• Required action: Without including any pictures, give back all of the data exactly.

---- The data

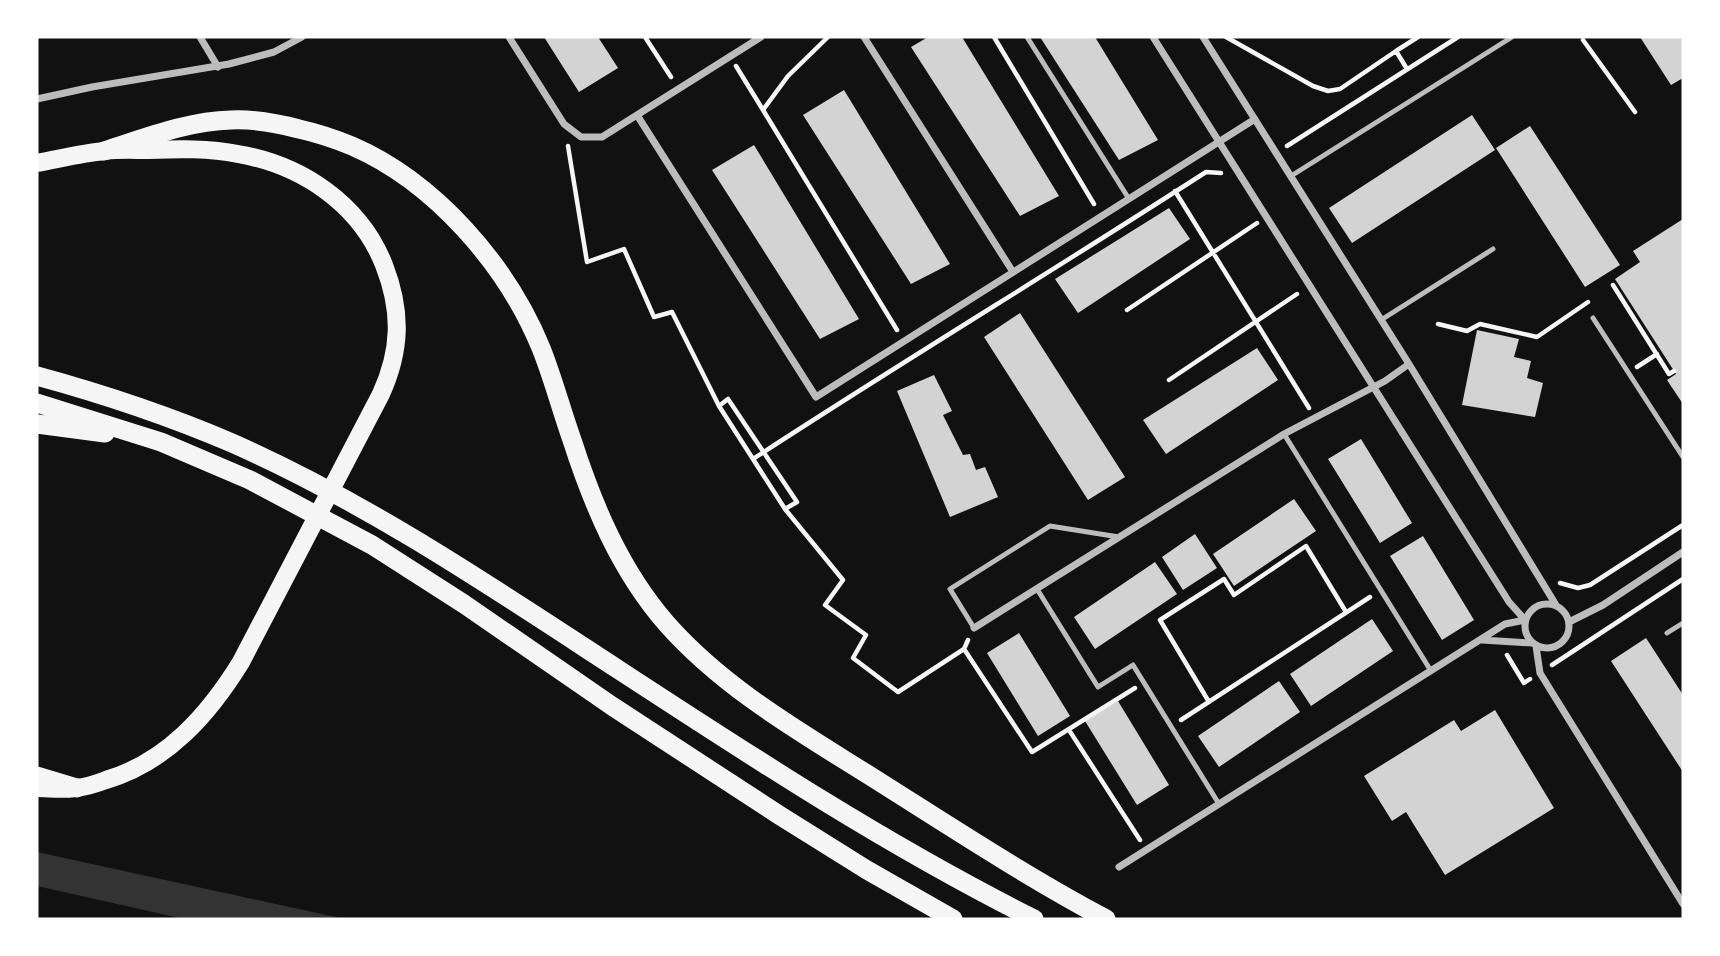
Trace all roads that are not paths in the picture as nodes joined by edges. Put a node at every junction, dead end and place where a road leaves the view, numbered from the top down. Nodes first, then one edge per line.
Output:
1 (200, 37) edge
2 (302, 37) edge
3 (509, 37) edge
4 (761, 37) edge
5 (864, 37) edge
6 (1027, 37) edge
7 (1153, 37) edge
8 (1203, 37) edge
9 (1512, 37) edge
10 (218, 66) junction
11 (37, 99) edge
12 (637, 115) junction
13 (1255, 119) junction
14 (1219, 142) junction
15 (104, 151) junction
16 (37, 163) edge
17 (1291, 176) junction
18 (1129, 199) junction
19 (1493, 249) dead end
20 (1013, 272) junction
21 (1593, 318) dead end
22 (1381, 320) junction
23 (1409, 364) junction
24 (37, 376) edge
25 (1372, 386) junction
26 (37, 404) edge
27 (37, 424) edge
28 (1284, 434) junction
29 (160, 442) junction
30 (1683, 457) edge
31 (1119, 537) junction
32 (1683, 552) edge
33 (1037, 589) junction
34 (1556, 606) junction
35 (1525, 620) junction
36 (1569, 622) junction
37 (1683, 623) edge
38 (974, 628) joint
39 (1667, 633) dead end
40 (1481, 640) junction
41 (1534, 645) junction
42 (1431, 671) junction
43 (37, 776) edge
44 (37, 788) edge
45 (77, 788) junction
46 (1219, 804) junction
47 (1119, 867) dead end
48 (1683, 904) edge
49 (953, 919) edge
50 (1034, 919) edge
51 (1105, 919) edge

1 - 10 street
2 - 10 street
3 - 12 street
4 - 12 street
5 - 20 street
6 - 18 lane
7 - 14 street
8 - 13 street
9 - 17 lane
10 - 11 street
12 - 20 street
13 - 14 street
13 - 17 street
14 - 18 street
14 - 25 street
15 - 16 main road
15 - 45 main road
15 - 51 highway
17 - 22 street
18 - 20 street
19 - 22 lane
21 - 30 lane
22 - 23 street
23 - 25 street
23 - 34 street
24 - 50 highway
25 - 28 street
25 - 35 street
26 - 29 highway
27 - 29 highway
28 - 31 street
28 - 42 lane
29 - 49 highway
31 - 33 street
31 - 38 lane
32 - 36 street
33 - 38 street
33 - 46 lane
34 - 35 street
34 - 36 street
35 - 40 street
35 - 41 street
36 - 41 street
37 - 39 lane
40 - 41 street
40 - 42 street
41 - 48 street
42 - 46 street
43 - 45 highway
44 - 45 main road
46 - 47 street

--------

• Solved problem:
Trace all roads that are not paths in the picture as nodes joined by edges. Put a node at every junction, dead end and place where a road leaves the view, numbered from the top down. Nodes first, then one edge per line.
Output:
1 (200, 37) edge
2 (302, 37) edge
3 (509, 37) edge
4 (761, 37) edge
5 (864, 37) edge
6 (1027, 37) edge
7 (1153, 37) edge
8 (1203, 37) edge
9 (1512, 37) edge
10 (218, 66) junction
11 (37, 99) edge
12 (637, 115) junction
13 (1255, 119) junction
14 (1219, 142) junction
15 (104, 151) junction
16 (37, 163) edge
17 (1291, 176) junction
18 (1129, 199) junction
19 (1493, 249) dead end
20 (1013, 272) junction
21 (1593, 318) dead end
22 (1381, 320) junction
23 (1409, 364) junction
24 (37, 376) edge
25 (1372, 386) junction
26 (37, 404) edge
27 (37, 424) edge
28 (1284, 434) junction
29 (160, 442) junction
30 (1683, 457) edge
31 (1119, 537) junction
32 (1683, 552) edge
33 (1037, 589) junction
34 (1556, 606) junction
35 (1525, 620) junction
36 (1569, 622) junction
37 (1683, 623) edge
38 (974, 628) joint
39 (1667, 633) dead end
40 (1481, 640) junction
41 (1534, 645) junction
42 (1431, 671) junction
43 (37, 776) edge
44 (37, 788) edge
45 (77, 788) junction
46 (1219, 804) junction
47 (1119, 867) dead end
48 (1683, 904) edge
49 (953, 919) edge
50 (1034, 919) edge
51 (1105, 919) edge

1 - 10 street
2 - 10 street
3 - 12 street
4 - 12 street
5 - 20 street
6 - 18 lane
7 - 14 street
8 - 13 street
9 - 17 lane
10 - 11 street
12 - 20 street
13 - 14 street
13 - 17 street
14 - 18 street
14 - 25 street
15 - 16 main road
15 - 45 main road
15 - 51 highway
17 - 22 street
18 - 20 street
19 - 22 lane
21 - 30 lane
22 - 23 street
23 - 25 street
23 - 34 street
24 - 50 highway
25 - 28 street
25 - 35 street
26 - 29 highway
27 - 29 highway
28 - 31 street
28 - 42 lane
29 - 49 highway
31 - 33 street
31 - 38 lane
32 - 36 street
33 - 38 street
33 - 46 lane
34 - 35 street
34 - 36 street
35 - 40 street
35 - 41 street
36 - 41 street
37 - 39 lane
40 - 41 street
40 - 42 street
41 - 48 street
42 - 46 street
43 - 45 highway
44 - 45 main road
46 - 47 street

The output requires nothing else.